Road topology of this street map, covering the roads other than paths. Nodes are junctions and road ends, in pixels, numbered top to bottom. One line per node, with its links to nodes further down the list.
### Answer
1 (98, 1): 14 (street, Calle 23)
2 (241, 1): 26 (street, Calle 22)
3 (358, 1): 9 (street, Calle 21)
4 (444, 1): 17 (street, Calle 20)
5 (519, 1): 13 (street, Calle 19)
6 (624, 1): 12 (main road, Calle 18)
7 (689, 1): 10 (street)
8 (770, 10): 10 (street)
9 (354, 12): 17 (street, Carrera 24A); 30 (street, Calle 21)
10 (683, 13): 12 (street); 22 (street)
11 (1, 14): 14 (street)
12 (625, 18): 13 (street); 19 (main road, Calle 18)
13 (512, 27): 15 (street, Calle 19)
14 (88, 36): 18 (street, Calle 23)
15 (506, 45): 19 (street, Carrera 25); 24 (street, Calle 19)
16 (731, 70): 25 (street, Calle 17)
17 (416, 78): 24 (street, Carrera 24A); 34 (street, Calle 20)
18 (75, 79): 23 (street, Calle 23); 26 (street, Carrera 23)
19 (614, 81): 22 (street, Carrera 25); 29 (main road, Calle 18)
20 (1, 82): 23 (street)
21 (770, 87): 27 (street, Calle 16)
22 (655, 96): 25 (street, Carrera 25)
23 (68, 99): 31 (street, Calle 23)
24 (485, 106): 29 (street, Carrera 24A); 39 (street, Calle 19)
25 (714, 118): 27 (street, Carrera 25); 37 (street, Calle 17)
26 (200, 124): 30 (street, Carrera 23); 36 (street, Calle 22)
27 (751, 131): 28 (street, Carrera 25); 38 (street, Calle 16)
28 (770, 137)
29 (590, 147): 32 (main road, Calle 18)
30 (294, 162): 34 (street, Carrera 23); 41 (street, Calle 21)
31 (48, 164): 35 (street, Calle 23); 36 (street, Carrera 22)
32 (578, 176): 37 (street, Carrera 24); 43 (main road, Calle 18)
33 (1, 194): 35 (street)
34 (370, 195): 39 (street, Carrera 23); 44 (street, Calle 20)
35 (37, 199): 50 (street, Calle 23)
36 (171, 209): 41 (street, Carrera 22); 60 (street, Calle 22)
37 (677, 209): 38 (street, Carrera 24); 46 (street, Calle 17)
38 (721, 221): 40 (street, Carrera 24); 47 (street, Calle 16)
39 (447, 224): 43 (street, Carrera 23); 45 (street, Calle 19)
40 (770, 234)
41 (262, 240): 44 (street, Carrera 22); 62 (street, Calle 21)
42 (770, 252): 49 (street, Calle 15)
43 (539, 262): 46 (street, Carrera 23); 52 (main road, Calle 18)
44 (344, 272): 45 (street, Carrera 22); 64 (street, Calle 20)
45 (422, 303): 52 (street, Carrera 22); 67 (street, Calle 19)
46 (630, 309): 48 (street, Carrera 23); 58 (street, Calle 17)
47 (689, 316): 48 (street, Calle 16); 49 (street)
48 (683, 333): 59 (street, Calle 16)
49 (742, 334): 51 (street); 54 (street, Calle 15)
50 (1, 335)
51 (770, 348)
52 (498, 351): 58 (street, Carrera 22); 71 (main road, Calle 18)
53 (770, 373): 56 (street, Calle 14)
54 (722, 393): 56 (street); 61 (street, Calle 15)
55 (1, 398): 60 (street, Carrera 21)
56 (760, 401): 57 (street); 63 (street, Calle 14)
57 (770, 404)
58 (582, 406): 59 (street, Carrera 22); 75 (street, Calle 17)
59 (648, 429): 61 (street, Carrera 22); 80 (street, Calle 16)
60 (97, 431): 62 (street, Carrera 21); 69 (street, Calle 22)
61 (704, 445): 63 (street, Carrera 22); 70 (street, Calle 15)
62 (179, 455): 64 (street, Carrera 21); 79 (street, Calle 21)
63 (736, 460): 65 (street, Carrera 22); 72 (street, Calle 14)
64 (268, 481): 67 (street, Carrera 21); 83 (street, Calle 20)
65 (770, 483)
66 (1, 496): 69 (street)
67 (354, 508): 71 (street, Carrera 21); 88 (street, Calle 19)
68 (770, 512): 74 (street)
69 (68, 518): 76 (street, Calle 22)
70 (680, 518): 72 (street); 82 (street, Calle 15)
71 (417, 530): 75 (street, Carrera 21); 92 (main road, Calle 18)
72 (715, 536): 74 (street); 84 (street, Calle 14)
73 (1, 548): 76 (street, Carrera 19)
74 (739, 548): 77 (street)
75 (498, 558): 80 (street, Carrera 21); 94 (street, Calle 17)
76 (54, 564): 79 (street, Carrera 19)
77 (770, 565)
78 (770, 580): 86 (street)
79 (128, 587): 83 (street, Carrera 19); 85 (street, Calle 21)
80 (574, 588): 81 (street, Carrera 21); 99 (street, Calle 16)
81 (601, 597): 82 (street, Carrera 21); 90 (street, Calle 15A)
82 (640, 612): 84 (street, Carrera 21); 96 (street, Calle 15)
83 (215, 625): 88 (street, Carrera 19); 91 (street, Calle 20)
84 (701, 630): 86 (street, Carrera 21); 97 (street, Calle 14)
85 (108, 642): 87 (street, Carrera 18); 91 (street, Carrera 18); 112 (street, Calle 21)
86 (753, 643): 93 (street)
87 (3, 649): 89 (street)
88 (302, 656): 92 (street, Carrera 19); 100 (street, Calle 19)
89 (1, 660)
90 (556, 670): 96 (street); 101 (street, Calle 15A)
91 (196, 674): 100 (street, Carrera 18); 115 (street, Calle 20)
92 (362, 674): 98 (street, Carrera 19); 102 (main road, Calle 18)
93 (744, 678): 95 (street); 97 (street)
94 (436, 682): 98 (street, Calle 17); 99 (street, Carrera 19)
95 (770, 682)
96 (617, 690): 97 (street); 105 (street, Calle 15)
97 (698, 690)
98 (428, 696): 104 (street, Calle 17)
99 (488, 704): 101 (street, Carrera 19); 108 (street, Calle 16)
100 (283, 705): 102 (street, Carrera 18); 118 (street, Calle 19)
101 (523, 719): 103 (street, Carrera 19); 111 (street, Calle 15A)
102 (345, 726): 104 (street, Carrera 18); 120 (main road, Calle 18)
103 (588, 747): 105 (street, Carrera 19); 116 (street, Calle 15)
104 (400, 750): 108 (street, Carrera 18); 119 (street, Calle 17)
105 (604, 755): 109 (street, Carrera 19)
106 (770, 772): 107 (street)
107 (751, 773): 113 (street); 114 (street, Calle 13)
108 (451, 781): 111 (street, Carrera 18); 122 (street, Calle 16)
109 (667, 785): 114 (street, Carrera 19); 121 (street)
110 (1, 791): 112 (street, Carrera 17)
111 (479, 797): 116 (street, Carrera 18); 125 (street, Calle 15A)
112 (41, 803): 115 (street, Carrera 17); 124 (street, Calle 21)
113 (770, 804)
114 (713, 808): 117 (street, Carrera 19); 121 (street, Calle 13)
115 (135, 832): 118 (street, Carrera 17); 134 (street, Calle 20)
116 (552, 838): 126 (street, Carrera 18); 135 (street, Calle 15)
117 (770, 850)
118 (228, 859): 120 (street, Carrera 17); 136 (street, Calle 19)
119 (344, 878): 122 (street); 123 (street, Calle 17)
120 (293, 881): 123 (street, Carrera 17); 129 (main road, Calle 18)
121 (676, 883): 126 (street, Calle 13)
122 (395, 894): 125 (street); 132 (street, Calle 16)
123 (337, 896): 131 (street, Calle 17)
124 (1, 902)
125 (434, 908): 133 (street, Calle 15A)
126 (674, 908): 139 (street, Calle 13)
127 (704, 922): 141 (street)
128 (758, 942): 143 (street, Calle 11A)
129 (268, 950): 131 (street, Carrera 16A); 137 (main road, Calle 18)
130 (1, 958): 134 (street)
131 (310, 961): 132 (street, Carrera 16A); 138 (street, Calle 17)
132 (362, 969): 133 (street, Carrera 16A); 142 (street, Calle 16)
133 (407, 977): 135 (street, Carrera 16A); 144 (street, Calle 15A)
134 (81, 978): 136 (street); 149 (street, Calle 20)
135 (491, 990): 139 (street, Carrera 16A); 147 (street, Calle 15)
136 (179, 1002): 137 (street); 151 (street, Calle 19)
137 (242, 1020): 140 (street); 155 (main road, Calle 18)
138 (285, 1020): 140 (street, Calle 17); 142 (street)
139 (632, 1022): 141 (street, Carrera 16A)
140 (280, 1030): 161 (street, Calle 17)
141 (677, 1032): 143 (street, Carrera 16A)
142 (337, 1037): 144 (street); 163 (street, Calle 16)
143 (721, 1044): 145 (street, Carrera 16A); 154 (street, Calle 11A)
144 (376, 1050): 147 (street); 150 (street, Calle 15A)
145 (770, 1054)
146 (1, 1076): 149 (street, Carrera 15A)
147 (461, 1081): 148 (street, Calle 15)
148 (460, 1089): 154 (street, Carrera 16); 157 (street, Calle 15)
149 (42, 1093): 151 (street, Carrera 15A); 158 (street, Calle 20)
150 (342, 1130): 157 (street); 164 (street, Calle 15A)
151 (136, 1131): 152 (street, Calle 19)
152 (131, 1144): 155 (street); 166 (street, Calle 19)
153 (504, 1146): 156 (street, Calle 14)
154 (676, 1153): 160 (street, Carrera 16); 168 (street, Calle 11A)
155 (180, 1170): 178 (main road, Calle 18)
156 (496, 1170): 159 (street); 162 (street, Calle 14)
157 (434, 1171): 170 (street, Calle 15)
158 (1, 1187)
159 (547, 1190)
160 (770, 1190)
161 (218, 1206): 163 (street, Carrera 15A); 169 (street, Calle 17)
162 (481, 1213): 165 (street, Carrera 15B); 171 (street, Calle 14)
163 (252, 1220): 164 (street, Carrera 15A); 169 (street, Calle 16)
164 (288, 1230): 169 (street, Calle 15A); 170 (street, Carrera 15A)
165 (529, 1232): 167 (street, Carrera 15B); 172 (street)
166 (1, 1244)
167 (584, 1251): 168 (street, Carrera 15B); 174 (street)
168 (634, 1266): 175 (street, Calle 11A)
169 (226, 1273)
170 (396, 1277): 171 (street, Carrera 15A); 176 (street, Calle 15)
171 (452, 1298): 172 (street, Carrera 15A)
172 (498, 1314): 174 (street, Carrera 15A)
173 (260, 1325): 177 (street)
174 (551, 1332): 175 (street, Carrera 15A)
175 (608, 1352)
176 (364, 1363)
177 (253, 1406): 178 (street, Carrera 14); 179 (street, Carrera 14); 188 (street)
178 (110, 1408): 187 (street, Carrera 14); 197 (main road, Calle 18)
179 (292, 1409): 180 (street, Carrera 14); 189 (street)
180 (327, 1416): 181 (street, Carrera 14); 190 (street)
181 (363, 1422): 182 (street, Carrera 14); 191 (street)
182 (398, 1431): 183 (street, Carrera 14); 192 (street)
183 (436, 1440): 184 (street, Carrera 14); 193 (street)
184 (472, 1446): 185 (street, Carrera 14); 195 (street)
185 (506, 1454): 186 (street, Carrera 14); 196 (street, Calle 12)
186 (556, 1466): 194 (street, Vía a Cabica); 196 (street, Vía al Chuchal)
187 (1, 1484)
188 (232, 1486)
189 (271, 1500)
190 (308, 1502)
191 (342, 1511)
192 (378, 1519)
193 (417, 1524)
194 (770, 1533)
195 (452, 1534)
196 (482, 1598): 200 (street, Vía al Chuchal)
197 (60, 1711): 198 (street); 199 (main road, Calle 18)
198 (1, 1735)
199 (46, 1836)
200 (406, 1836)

- _What to do_: What is needed is one number, the count of lines in the listing above that contain the word "Chuchal".

- _Task result_: 2